Can you find the 5 most recent ufo sightings in Roswell, New Mexico (NM)? 
First we will convert the `Time` column into a `datetime` object.

In [185]:
ufo.Time = pd.to_datetime(ufo.Time)

In [186]:
ufo.dtypes

City                       object
Colors Reported            object
Shape Reported             object
State                      object
Time               datetime64[ns]
dtype: object

In [189]:
# Give me the 5 most recent UFO sightings in Roswell, New Mexico (NM).
# You'll need to filter and use .sort_values()
# This is a hard one!
ufo[(ufo['City']=='Roswell')&(ufo['State']=='NM')].sort_values('Time',ascending=False).head()

Unnamed: 0,City,Colors Reported,Shape Reported,State,Time
80459,Roswell,ORANGE,CIRCLE,NM,2014-09-01 20:00:00
80056,Roswell,,OTHER,NM,2014-08-18 15:00:00
67040,Roswell,,FLASH,NM,2012-11-08 22:30:00
58960,Roswell,,LIGHT,NM,2011-09-04 19:50:00
55978,Roswell,,EGG,NM,2011-01-16 14:30:00


## Homework / Review

Consider the Superstore dataset, which consist of a two tables stored as .csv files.

- Products Table (products.csv)
- Orders Table (orders.csv)

The Products Table contains the following attributes:

- **product_id** - 	The unique identifier value for the product in the order.
- **category** - 	The product's highest level category.
- **sub_category** - 	The classification of the product within the high-level category.
- **product_name** - 	The name of the product.
- **product_cost_to_consumer** - 	The cost of each product on a single quantity basis.

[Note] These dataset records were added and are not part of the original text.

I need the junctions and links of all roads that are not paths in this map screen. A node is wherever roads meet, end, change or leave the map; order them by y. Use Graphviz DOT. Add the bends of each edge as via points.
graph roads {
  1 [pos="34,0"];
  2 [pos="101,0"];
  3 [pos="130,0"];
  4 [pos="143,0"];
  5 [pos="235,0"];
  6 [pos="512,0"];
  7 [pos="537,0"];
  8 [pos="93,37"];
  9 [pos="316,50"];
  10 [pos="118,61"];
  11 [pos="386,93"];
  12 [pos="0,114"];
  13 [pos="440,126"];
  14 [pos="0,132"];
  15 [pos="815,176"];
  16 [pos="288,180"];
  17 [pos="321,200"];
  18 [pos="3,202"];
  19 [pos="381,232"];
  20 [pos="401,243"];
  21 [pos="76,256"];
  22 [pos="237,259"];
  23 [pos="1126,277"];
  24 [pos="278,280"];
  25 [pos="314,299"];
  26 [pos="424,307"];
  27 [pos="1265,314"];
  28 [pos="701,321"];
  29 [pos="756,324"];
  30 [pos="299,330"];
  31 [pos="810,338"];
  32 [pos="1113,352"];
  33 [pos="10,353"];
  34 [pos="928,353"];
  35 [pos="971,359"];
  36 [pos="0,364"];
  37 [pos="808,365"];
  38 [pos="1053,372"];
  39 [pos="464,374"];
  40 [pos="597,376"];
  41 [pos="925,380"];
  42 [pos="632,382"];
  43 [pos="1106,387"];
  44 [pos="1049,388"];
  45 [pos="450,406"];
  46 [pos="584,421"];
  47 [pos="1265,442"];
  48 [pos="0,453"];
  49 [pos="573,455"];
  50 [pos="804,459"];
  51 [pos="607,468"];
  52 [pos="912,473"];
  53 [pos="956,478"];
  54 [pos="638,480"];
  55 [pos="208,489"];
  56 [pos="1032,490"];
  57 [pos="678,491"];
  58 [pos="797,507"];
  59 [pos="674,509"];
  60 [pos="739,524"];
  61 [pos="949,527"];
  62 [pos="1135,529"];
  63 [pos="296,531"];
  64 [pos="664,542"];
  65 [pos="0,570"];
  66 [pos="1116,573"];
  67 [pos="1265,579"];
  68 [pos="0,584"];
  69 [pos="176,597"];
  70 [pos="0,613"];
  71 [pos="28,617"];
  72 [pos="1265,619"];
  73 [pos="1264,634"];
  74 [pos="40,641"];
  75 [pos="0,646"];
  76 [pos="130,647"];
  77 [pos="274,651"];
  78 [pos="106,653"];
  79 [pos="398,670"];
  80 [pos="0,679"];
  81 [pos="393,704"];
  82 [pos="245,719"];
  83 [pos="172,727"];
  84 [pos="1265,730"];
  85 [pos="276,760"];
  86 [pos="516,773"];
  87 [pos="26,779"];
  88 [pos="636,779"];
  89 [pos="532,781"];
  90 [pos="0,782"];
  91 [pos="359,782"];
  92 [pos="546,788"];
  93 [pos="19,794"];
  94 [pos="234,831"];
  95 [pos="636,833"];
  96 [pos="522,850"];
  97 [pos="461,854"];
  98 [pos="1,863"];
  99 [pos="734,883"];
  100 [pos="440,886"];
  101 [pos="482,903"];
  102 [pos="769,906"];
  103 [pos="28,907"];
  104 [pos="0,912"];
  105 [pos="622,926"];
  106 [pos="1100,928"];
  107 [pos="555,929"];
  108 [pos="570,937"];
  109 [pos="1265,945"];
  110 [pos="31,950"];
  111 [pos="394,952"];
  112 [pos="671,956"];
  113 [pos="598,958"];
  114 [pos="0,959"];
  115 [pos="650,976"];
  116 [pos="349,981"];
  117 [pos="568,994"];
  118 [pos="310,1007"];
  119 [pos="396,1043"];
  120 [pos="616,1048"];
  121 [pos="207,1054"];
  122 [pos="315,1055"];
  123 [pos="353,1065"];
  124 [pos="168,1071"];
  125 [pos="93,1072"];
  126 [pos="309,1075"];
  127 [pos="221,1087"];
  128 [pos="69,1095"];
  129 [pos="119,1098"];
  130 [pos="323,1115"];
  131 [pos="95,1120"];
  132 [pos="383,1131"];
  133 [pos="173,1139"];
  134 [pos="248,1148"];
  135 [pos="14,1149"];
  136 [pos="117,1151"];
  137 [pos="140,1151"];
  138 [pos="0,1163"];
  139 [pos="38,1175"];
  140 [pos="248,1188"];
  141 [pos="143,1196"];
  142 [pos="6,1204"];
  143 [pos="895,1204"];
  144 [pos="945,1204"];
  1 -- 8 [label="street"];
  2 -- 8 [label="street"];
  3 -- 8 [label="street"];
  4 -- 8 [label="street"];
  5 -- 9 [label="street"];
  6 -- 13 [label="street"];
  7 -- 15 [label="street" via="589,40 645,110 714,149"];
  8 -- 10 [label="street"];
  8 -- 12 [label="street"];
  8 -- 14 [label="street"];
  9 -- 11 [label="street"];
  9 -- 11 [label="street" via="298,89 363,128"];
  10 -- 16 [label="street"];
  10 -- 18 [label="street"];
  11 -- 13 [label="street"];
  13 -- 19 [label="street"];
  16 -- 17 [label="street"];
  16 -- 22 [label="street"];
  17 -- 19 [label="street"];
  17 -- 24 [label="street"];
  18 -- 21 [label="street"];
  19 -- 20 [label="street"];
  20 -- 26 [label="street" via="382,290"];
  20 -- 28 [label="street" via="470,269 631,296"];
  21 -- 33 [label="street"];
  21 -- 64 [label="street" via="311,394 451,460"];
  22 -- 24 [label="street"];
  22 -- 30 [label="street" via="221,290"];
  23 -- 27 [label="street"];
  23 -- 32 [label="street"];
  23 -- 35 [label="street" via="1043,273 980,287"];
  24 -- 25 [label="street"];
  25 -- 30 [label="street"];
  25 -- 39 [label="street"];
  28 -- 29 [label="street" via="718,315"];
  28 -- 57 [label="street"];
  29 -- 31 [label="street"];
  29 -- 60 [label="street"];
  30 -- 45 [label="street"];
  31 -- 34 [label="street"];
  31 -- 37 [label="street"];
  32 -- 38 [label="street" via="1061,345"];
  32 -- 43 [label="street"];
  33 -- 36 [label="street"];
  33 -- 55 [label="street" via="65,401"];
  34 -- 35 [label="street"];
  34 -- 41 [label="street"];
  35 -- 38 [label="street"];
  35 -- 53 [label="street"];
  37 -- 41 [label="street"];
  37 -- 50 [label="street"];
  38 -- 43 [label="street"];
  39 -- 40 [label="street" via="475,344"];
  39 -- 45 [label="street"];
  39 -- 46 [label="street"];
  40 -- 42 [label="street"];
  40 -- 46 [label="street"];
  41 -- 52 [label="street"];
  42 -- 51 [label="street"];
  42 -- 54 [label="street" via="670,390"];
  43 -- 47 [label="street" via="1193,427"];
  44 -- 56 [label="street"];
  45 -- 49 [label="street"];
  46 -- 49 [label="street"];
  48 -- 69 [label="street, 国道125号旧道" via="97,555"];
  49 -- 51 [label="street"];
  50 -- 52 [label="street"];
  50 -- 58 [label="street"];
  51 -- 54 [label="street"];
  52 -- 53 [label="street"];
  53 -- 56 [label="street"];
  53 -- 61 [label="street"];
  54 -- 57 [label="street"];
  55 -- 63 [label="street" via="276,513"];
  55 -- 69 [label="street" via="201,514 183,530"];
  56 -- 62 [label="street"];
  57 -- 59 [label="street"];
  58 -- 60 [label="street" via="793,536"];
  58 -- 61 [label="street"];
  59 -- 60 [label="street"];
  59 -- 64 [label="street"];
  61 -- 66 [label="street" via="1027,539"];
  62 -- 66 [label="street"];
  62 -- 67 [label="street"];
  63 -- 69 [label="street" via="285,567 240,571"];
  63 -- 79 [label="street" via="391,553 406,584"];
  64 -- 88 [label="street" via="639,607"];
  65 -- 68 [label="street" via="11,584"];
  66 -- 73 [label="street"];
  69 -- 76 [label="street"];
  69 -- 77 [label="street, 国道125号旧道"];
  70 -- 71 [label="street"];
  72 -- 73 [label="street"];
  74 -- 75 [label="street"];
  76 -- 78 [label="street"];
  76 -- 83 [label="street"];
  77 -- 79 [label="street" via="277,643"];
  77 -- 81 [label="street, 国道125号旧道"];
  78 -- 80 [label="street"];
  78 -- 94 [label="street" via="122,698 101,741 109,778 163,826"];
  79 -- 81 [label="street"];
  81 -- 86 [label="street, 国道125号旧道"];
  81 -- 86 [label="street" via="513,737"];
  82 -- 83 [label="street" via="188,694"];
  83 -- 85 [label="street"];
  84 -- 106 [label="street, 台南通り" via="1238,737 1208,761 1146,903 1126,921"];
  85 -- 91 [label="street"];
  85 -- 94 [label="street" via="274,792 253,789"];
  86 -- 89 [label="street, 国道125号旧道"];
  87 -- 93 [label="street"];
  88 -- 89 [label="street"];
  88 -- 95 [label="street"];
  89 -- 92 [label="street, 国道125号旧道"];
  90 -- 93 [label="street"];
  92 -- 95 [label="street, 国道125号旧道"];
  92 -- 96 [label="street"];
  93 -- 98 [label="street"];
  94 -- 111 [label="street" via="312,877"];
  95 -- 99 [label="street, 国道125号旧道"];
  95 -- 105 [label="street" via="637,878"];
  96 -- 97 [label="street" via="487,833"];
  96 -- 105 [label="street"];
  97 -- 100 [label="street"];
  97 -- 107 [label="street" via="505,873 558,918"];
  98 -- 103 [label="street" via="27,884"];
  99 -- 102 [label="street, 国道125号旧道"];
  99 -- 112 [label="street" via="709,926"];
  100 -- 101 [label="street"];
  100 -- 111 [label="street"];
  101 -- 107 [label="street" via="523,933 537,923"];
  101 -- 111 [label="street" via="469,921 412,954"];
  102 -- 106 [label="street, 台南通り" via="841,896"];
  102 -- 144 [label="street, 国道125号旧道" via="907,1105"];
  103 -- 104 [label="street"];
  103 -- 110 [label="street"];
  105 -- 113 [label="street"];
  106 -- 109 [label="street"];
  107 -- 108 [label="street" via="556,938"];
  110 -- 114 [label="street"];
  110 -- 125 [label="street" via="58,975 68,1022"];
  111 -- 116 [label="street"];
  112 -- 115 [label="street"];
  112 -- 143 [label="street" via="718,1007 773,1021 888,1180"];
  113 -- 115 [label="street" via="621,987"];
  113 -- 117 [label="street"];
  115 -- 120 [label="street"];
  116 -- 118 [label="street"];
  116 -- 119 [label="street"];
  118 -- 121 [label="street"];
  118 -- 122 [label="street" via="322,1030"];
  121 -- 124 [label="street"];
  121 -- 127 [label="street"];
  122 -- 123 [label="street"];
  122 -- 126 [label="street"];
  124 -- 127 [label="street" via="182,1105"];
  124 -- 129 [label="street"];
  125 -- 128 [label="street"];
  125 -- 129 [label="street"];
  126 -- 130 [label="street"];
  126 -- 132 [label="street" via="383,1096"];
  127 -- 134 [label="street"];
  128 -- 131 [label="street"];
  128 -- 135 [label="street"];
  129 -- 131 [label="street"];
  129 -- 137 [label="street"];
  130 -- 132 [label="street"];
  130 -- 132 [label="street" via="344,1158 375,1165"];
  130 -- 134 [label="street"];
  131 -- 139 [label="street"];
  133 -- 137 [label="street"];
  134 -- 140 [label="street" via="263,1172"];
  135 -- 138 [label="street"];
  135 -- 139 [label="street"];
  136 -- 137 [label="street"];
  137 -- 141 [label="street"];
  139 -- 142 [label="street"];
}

Q1. Read in the products.csv file that is in the `datasets` directory into a DataFrame called `products`.



In [None]:
#Q1 Answer here


Q2. Print the first 4 rows of the `products` DataFrame.


In [None]:
#Q2 answer here


Q3. Identify the shape of the `products` DataFrame (how many rows and columns?)


In [None]:
#Q3 answer here


Q4. How many products of each category are there?

In [None]:
#Q4 Answer here


Q5. What is the mean product cost to consumer for all products?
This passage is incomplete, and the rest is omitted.